(Stored data entries)
----------

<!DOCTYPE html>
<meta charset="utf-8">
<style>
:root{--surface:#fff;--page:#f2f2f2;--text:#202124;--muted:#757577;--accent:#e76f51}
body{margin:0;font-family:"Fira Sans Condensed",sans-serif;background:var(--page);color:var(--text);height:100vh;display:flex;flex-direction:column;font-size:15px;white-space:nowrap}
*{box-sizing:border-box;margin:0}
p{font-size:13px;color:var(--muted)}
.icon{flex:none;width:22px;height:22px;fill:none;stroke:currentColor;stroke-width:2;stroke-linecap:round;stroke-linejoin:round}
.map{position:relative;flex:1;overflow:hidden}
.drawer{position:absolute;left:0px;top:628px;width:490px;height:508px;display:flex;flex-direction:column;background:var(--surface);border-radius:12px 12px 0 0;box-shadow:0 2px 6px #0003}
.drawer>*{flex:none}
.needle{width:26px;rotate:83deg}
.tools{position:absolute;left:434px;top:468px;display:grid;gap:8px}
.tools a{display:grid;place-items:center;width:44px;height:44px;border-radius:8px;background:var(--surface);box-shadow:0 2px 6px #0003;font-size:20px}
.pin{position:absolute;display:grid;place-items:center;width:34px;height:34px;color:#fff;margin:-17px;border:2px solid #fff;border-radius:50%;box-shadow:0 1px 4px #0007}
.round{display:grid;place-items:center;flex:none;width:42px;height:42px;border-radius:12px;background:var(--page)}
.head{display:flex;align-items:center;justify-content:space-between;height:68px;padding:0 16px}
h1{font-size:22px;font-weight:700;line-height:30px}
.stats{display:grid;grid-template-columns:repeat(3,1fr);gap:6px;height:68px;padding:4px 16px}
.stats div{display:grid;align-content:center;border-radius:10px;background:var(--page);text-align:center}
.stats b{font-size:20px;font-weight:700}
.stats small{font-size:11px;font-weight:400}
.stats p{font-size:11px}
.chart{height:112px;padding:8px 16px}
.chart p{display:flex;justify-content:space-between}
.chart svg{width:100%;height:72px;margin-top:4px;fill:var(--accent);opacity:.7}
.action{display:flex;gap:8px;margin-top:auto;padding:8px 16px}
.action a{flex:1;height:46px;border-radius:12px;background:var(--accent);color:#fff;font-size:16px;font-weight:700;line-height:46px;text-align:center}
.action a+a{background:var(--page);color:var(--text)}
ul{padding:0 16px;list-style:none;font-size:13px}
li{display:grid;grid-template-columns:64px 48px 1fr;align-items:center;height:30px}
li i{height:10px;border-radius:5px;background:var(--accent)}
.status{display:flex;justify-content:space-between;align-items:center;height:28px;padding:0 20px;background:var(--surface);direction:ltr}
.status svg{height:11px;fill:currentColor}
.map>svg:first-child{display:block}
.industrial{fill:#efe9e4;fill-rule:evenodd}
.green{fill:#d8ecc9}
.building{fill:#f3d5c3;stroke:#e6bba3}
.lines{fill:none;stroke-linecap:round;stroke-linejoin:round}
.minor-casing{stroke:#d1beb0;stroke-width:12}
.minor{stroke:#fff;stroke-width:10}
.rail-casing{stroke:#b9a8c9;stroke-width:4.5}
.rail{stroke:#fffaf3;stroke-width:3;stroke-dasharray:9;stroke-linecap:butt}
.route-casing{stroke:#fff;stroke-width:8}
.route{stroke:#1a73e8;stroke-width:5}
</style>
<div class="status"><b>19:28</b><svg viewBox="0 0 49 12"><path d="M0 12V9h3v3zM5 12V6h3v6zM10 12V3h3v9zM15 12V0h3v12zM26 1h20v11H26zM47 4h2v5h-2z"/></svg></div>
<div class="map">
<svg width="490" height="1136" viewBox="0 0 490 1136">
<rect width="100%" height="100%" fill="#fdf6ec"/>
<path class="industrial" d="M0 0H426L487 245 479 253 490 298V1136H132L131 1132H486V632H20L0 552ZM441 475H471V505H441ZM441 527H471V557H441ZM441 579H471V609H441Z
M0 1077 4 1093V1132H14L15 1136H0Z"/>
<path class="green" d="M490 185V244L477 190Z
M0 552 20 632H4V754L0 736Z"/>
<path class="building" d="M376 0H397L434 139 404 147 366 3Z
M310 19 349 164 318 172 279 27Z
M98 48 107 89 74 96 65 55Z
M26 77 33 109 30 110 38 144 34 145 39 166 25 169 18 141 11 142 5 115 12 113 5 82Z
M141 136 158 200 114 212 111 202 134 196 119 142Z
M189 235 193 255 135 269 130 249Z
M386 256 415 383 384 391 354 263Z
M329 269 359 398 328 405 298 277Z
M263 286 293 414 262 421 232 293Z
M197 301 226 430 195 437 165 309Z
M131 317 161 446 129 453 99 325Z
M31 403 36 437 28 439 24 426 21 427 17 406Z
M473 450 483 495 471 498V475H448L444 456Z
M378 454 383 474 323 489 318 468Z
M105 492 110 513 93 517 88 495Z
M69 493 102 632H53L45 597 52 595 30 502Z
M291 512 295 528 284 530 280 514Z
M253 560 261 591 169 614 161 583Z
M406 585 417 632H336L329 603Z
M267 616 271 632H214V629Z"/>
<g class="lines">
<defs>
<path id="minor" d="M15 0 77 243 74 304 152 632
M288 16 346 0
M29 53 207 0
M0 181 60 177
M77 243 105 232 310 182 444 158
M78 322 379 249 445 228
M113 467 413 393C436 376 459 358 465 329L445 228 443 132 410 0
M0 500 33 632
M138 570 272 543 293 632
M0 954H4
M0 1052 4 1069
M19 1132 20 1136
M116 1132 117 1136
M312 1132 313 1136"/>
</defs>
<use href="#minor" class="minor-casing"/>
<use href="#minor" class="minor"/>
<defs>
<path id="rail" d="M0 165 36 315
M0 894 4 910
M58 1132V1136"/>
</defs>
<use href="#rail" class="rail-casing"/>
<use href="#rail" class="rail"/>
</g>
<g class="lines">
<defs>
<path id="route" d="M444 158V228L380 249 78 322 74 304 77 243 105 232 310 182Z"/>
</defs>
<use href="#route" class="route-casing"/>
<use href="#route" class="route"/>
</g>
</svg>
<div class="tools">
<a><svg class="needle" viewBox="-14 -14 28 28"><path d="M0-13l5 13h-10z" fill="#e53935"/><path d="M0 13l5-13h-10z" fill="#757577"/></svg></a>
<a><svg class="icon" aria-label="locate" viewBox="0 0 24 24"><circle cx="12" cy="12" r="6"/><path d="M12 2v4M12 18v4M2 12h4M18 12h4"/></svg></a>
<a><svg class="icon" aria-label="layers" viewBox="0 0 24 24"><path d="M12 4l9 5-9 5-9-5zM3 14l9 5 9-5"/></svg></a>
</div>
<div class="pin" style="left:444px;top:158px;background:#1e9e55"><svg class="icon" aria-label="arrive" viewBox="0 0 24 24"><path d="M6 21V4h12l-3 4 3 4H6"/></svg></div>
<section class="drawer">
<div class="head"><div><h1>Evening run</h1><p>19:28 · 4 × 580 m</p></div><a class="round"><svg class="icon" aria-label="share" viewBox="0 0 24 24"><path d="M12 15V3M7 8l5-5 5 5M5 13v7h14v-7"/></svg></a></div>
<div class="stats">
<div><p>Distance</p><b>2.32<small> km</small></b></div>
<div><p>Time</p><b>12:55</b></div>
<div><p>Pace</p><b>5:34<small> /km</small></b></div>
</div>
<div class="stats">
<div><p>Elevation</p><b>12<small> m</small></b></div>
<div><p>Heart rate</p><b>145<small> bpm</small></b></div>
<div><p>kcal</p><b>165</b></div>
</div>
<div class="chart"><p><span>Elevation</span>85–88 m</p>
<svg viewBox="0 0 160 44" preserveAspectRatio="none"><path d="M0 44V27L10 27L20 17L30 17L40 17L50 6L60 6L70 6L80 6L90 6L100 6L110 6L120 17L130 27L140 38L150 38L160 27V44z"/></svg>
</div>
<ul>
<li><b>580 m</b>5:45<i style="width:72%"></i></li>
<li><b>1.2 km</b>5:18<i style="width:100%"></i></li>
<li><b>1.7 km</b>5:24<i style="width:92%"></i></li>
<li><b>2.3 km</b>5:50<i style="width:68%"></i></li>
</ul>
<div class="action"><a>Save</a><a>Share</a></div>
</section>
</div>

----------

Look through the data and show every line containing "tools".

ANSWER SPACE:
.tools{position:absolute;left:434px;top:468px;display:grid;gap:8px}
.tools a{display:grid;place-items:center;width:44px;height:44px;border-radius:8px;background:var(--surface);box-shadow:0 2px 6px #0003;font-size:20px}
<div class="tools">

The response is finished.